Интервью с Художественным руководителем БДТ им.Г.А.Товстоногова Андреем Могучим
Андрей Могучий: «Мы сделали страшную сказку, когда в сполохах молний возникают чудовища»Интервью с художественным руководителем БДТ имени Г.А. Товстоногова 15 и 16 марта на сцене екатеринбургского ТЮЗа состоятся показы спектакля «Гроза» – его привезет БДТ имени Г.А. Товстоногова, один из ведущих драмтеатров страны.
Накануне гастролей петербургского театра мы поговорили с режиссером-постановщиком спектакля, художественным руководителем БДТ Андреем Могучим о родстве его постановки с площадным театром, о поиске музыкальности в хрестоматийном тексте Александра Островского и о чудесах во время работы
— Андрей Анатольевич, расскажите, как возникло режиссерское решение «Грозы»? — Когда мы начали разбирать пьесу с актерами, я был в некотором затруднении. Поступки героев «Грозы» недостаточно мотивированы — значит, к пьесе надо было подобрать особые ключи. К решению меня подтолкнула статья Петра Вайля и Александра Гениса о «Грозе»: они писали, что пьеса Островского имеет черты русского балаганного театра, которому присуща неизменность характера персонажа от начала до конца. Если подходить к Островскому с точки зрения не бытового, а бытийного театра, то открываются очень интересные двери. Начинаешь думать о пьесе как о сказке.

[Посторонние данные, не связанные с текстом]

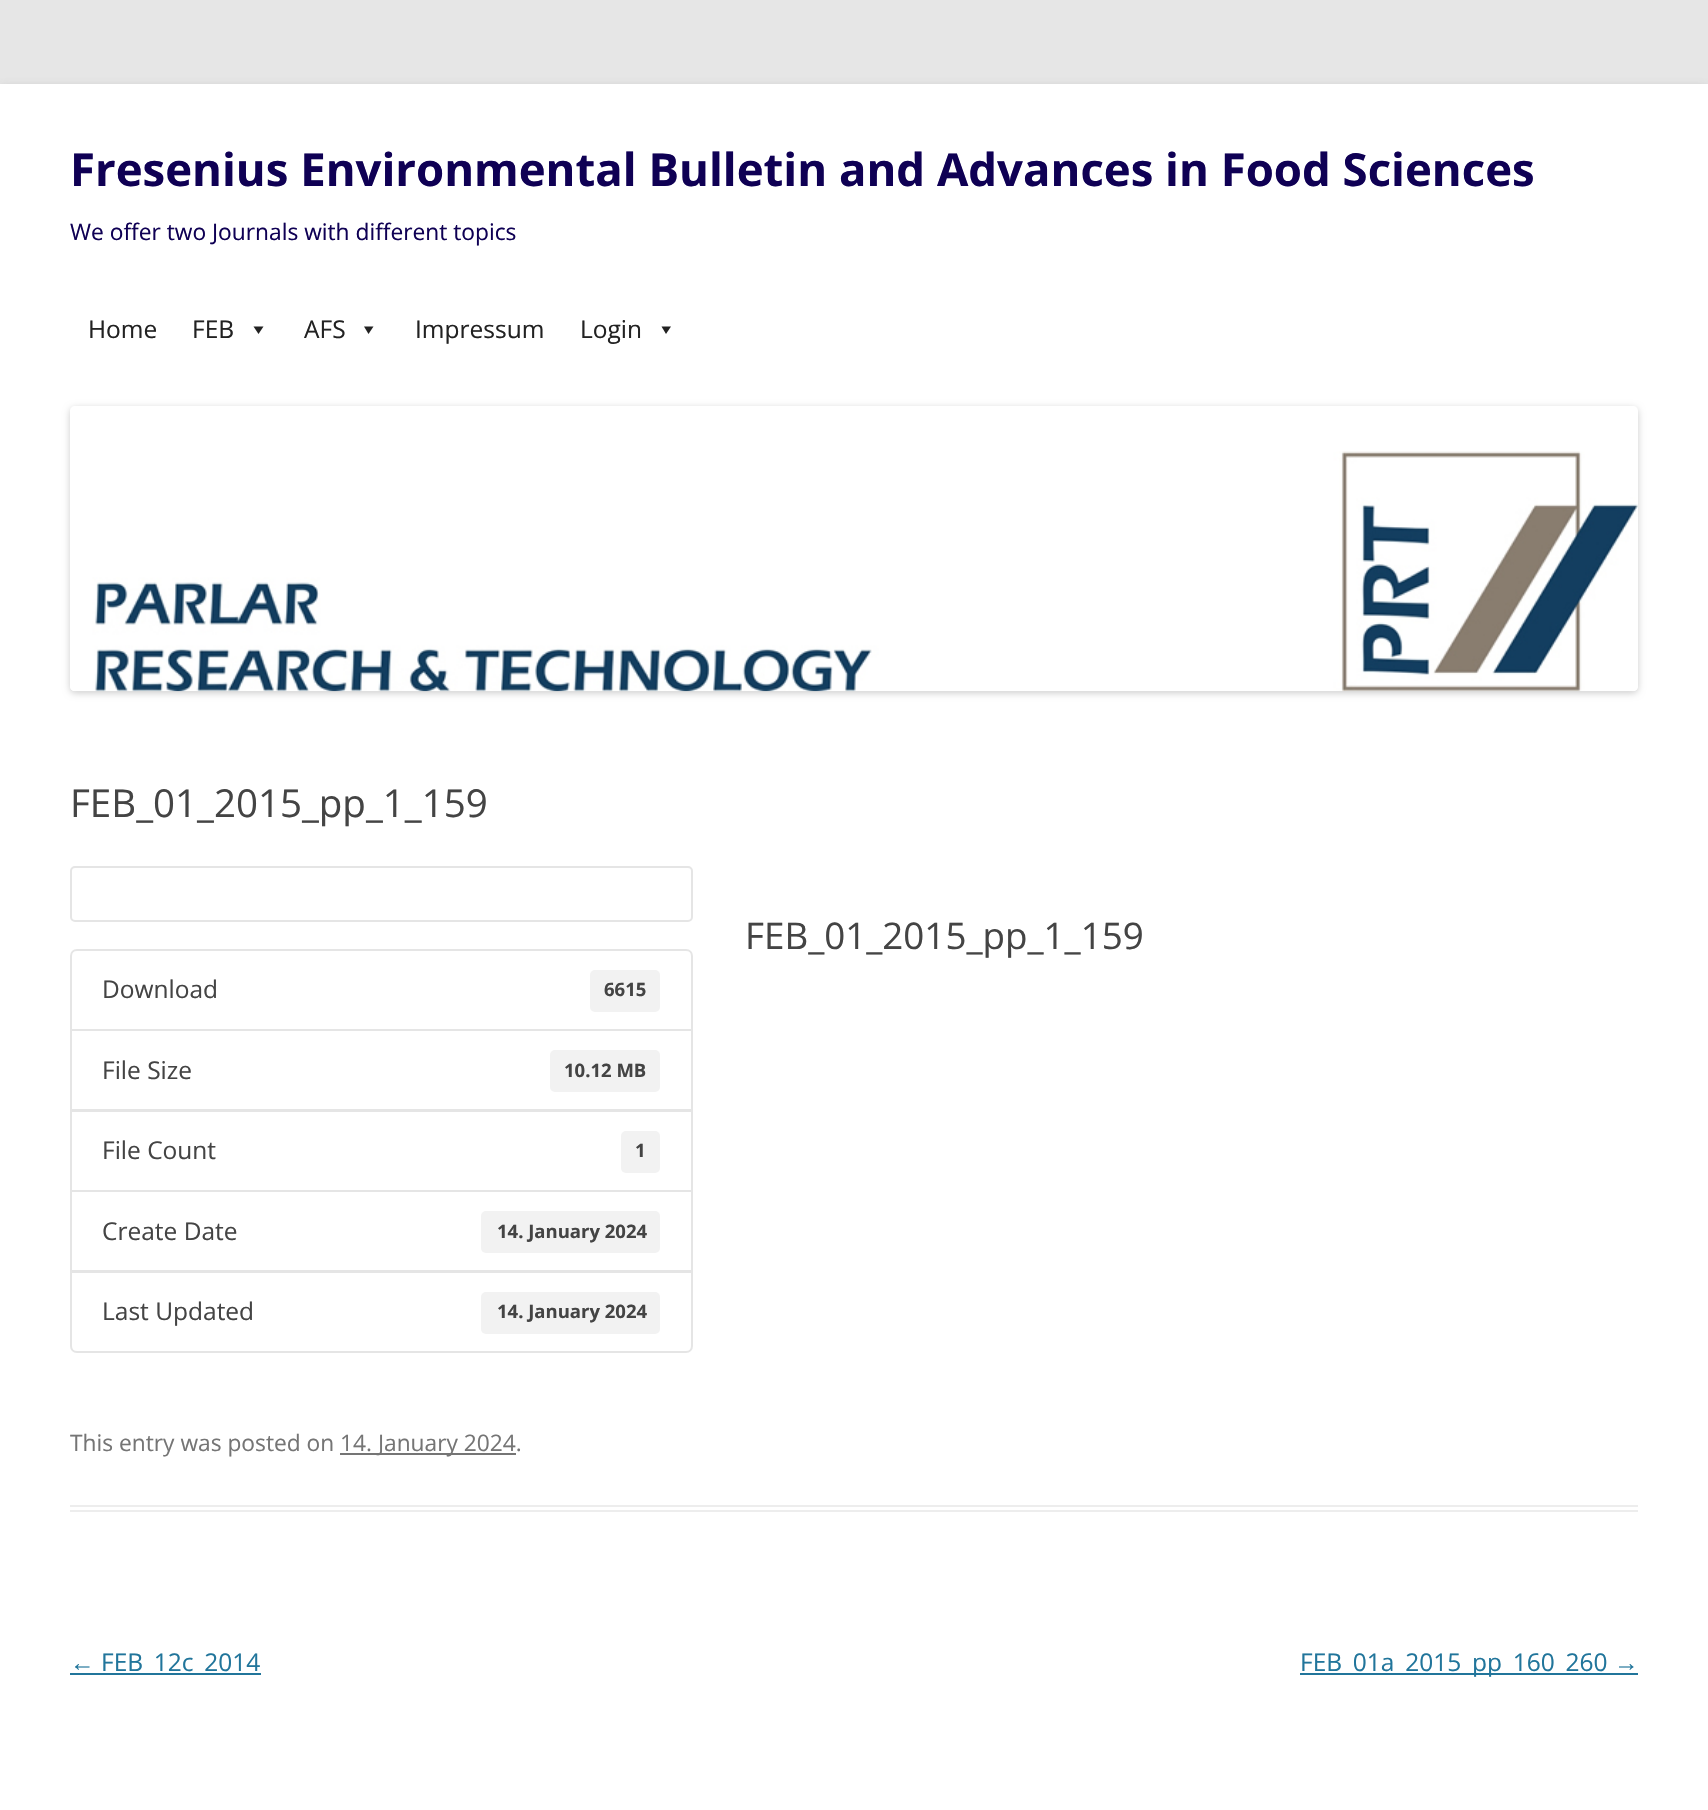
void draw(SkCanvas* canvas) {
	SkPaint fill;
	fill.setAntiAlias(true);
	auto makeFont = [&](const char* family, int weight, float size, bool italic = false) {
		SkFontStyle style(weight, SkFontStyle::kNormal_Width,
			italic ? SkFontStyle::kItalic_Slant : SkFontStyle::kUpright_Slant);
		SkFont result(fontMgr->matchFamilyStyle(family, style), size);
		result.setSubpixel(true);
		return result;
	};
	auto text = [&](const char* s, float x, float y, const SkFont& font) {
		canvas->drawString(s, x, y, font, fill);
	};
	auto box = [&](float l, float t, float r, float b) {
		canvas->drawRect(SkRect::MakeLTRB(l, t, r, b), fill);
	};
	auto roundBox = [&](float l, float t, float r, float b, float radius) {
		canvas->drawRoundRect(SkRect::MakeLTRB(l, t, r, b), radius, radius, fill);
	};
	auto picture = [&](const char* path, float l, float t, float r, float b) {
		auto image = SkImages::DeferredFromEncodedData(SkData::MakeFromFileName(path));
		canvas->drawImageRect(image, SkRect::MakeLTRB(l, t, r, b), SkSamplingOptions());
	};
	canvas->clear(0xFFE6E6E6);
	fill.setColor(0x4D646464);
	fill.setMaskFilter(SkMaskFilter::MakeBlur(kNormal_SkBlurStyle, 5));
	canvas->drawRect(SkRect::MakeLTRB(0, 88, 1708, 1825), fill);
	fill.setMaskFilter(nullptr);
	fill.setColor(0xFFFFFFFF);
	box(0, 84, 1708, 1810);
	fill.setColor(0xFF222222);
	canvas->drawPath(SkPathBuilder().moveTo(263.5f, 326.5f).lineTo(258.5f, 334).lineTo(253.5f, 326.5f).close().detach(), fill);
	canvas->drawPath(SkPathBuilder().moveTo(373.5f, 326.5f).lineTo(368.5f, 334).lineTo(364, 326.5f).close().detach(), fill);
	canvas->drawPath(SkPathBuilder().moveTo(671, 326.5f).lineTo(666, 334).lineTo(661.5f, 326.5f).close().detach(), fill);
	canvas->save();
	canvas->clipPath(SkPathBuilder(SkPathFillType::kEvenOdd).moveTo(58, 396).lineTo(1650, 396).lineTo(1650, 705).lineTo(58, 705).close().moveTo(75, 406).lineTo(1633, 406).cubicTo(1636, 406, 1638, 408, 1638, 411).lineTo(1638, 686).cubicTo(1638, 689, 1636, 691, 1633, 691).lineTo(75, 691).cubicTo(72, 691, 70, 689, 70, 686).lineTo(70, 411).cubicTo(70, 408, 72, 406, 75, 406).close().detach(), true);
	fill.setColor(0x33000000);
	fill.setMaskFilter(SkMaskFilter::MakeBlur(kNormal_SkBlurStyle, 3.5f));
	canvas->drawRoundRect(SkRect::MakeLTRB(70, 408, 1638, 693), 5, 5, fill);
	fill.setMaskFilter(nullptr);
	canvas->restore();
	picture("image0.png", 70, 451, 1638, 692);
	fill.setColor(0xFFEDEDED);
	box(70, 1505, 1638, 1507);
	box(70, 1510, 1638, 1512);
	fill.setStyle(SkPaint::kStroke_Style);
	fill.setStrokeWidth(2);
	fill.setColor(0xFFE5E5E5);
	canvas->drawRoundRect(SkRect::MakeLTRB(71, 867, 692, 921), 4, 4, fill);
	canvas->drawPath(SkPathBuilder().moveTo(77, 950).lineTo(686, 950).cubicTo(689.5f, 950, 692, 952.5f, 692, 956).lineTo(692, 1030).lineTo(71, 1030).lineTo(71, 956).cubicTo(71, 952.5f, 73.5f, 950, 77, 950).close().detach(), fill);
	fill.setStyle(SkPaint::kFill_Style);
	fill.setColor(0xFFF2F2F2);
	roundBox(590, 970, 660, 1012, 5);
	fill.setStyle(SkPaint::kStroke_Style);
	fill.setColor(0xFFE5E5E5);
	canvas->drawRect(SkRect::MakeLTRB(71, 1030, 692, 1110), fill);
	fill.setStyle(SkPaint::kFill_Style);
	fill.setColor(0xFFF2F2F2);
	roundBox(550, 1050, 660, 1092, 5);
	fill.setStyle(SkPaint::kStroke_Style);
	fill.setColor(0xFFE5E5E5);
	canvas->drawRect(SkRect::MakeLTRB(71, 1111, 692, 1191), fill);
	fill.setStyle(SkPaint::kFill_Style);
	fill.setColor(0xFFF2F2F2);
	roundBox(621, 1131, 660, 1173, 5);
	fill.setStyle(SkPaint::kStroke_Style);
	fill.setColor(0xFFE5E5E5);
	canvas->drawRect(SkRect::MakeLTRB(71, 1191, 692, 1271), fill);
	fill.setStyle(SkPaint::kFill_Style);
	fill.setColor(0xFFF2F2F2);
	roundBox(481, 1211, 660, 1253, 5);
	fill.setColor(0xFFFFFFFF);
	canvas->drawPath(SkPathBuilder().moveTo(71, 1272).lineTo(692, 1272).lineTo(692, 1346).cubicTo(692, 1349.5f, 689.5f, 1352, 686, 1352).lineTo(77, 1352).cubicTo(73.5f, 1352, 71, 1349.5f, 71, 1346).close().detach(), fill);
	fill.setStyle(SkPaint::kStroke_Style);
	fill.setColor(0xFFE5E5E5);
	canvas->drawPath(SkPathBuilder().moveTo(71, 1272).lineTo(692, 1272).lineTo(692, 1346).cubicTo(692, 1349.5f, 689.5f, 1352, 686, 1352).lineTo(77, 1352).cubicTo(73.5f, 1352, 71, 1349.5f, 71, 1346).close().detach(), fill);
	fill.setStyle(SkPaint::kFill_Style);
	fill.setColor(0xFFF2F2F2);
	roundBox(481, 1292, 660, 1334, 5);
	fill.setColor(0xFF757575);
	box(340, 1453, 516, 1455);
	fill.setColor(0xFF21759B);
	box(70, 1673, 261, 1675);
	box(1300, 1673, 1638, 1675);
	auto font1 = makeFont("Open Sans", 700, 45.5f);
	fill.setColor(0xFF0F0054);
	text("Fresenius Environmental Bulletin and Advances in Food Sciences", 70, 186, font1);
	auto font2 = makeFont("Open Sans", 400, 22.75f);
	text("We offer two Journals with different topics", 70, 240, font2);
	auto font3 = makeFont("Open Sans", 400, 24.5f);
	fill.setColor(0xFF222222);
	text("Home", 88, 338, font3);
	text("FEB", 192, 338, font3);
	text("AFS", 304, 338, font3);
	text("Impressum", 415, 338, font3);
	text("Login", 580, 338, font3);
	auto font4 = makeFont("Open Sans", 400, 38.5f);
	fill.setColor(0xFF444444);
	text("FEB_01_2015_pp_1_159", 70, 817, font4);
	auto font5 = makeFont("Open Sans", 400, 36.75f);
	text("FEB_01_2015_pp_1_159", 745, 949, font5);
	text("Download", 102, 998, font3);
	auto font6 = makeFont("Open Sans", 700, 18.5f);
	text("6615", 604, 996, font6);
	text("File Size", 102, 1079, font3);
	text("10.12 MB", 564, 1077, font6);
	text("File Count", 102, 1159, font3);
	text("1", 635, 1157, font6);
	text("Create Date", 102, 1240, font3);
	text("14. January 2024", 497, 1238, font6);
	text("Last Updated", 102, 1320, font3);
	text("14. January 2024", 497, 1318, font6);
	fill.setColor(0xFF757575);
	text("This entry was posted on", 70, 1451, font2);
	text("14. January 2024.", 340, 1451, font2);
	auto font7 = makeFont("Liberation Sans", 400, 24.5f);
	fill.setColor(0xFF21759B);
	text("←", 70, 1671, font7);
	text("FEB_12c_2014", 101, 1671, font3);
	text("FEB_01a_2015_pp_160_260", 1300, 1671, font3);
	text("→", 1614, 1671, font7);
}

— И какой же подход вы нашли к языку пьесы? — Ее архаичность стала поводом понять ее язык не с точки зрения устаревших ситуаций и оборотов, а с точки зрения поэтики. Это такой театр текста, где люди друг на друга почти не смотрят — слово, ритм, звучание здесь приоритетны над ситуацией. По идее, «Гроза» должна была быть написана стихами — и мы пытались найти ритм и музыкальность текста, способ его произношения. Музыкальный руководитель театра Анна Вишнякова взяла диалекты разных районов Поволжья, смешала их — и так придумала несуществующий, «общий» диалект, на котором в спектакле артисты произносят свои реплики.
— А какие визуальные особенности спектакля? — Мир города Калинова консервативен, статичен, он, как черная неведомая дыра, страшная тайна. Мы и сделали страшную сказку, когда в сполохах молний возникают чудовища. Отчасти сознательно шли буквальным, иллюстративным путем. «Луч света в темном царстве» для нас не пустой звук. В пьесе разговор идет о жизни и смерти, потому мы на сцене выстраиваем дорогу цветов, заимствованную из театра-кабуки, появляются птицы-люди, которые могут перелетать — переходить из этого мира, реального, в другой, и обратно. — Как вы с артистами работали над постановкой?
— Когда мы попали в ритмическую структуру, когда нашли ключ — артисты сами удивлялись тому, что с ними происходит, начались настоящие чудеса — пьеса перестала сопротивляться, открылась во всей своей красоте, в таинстве русского бытия..
— В школьных сочинениях всегда была такая тема: «Образ Катерины в „Грозе“». Что для вас значит этот образ? — Для меня Катерина не такая, как все. Она с детства не такая, родилась не такая. И Бог у нее не такой, и молится она цветам, и видит она не священника, а ангела. Подлинность ее чувств приоритетна над ритуалом, над незыблемостью и недвижимостью города Калинова. Для нее общение с Борисом — вопрос не страсти или любви: она через чувство к нему обретает, идентифицирует себя. Для меня ее смерть — это метафора освобождения. И освобождаясь от черной статичности, она улетает в другой мир — превращается в птицу.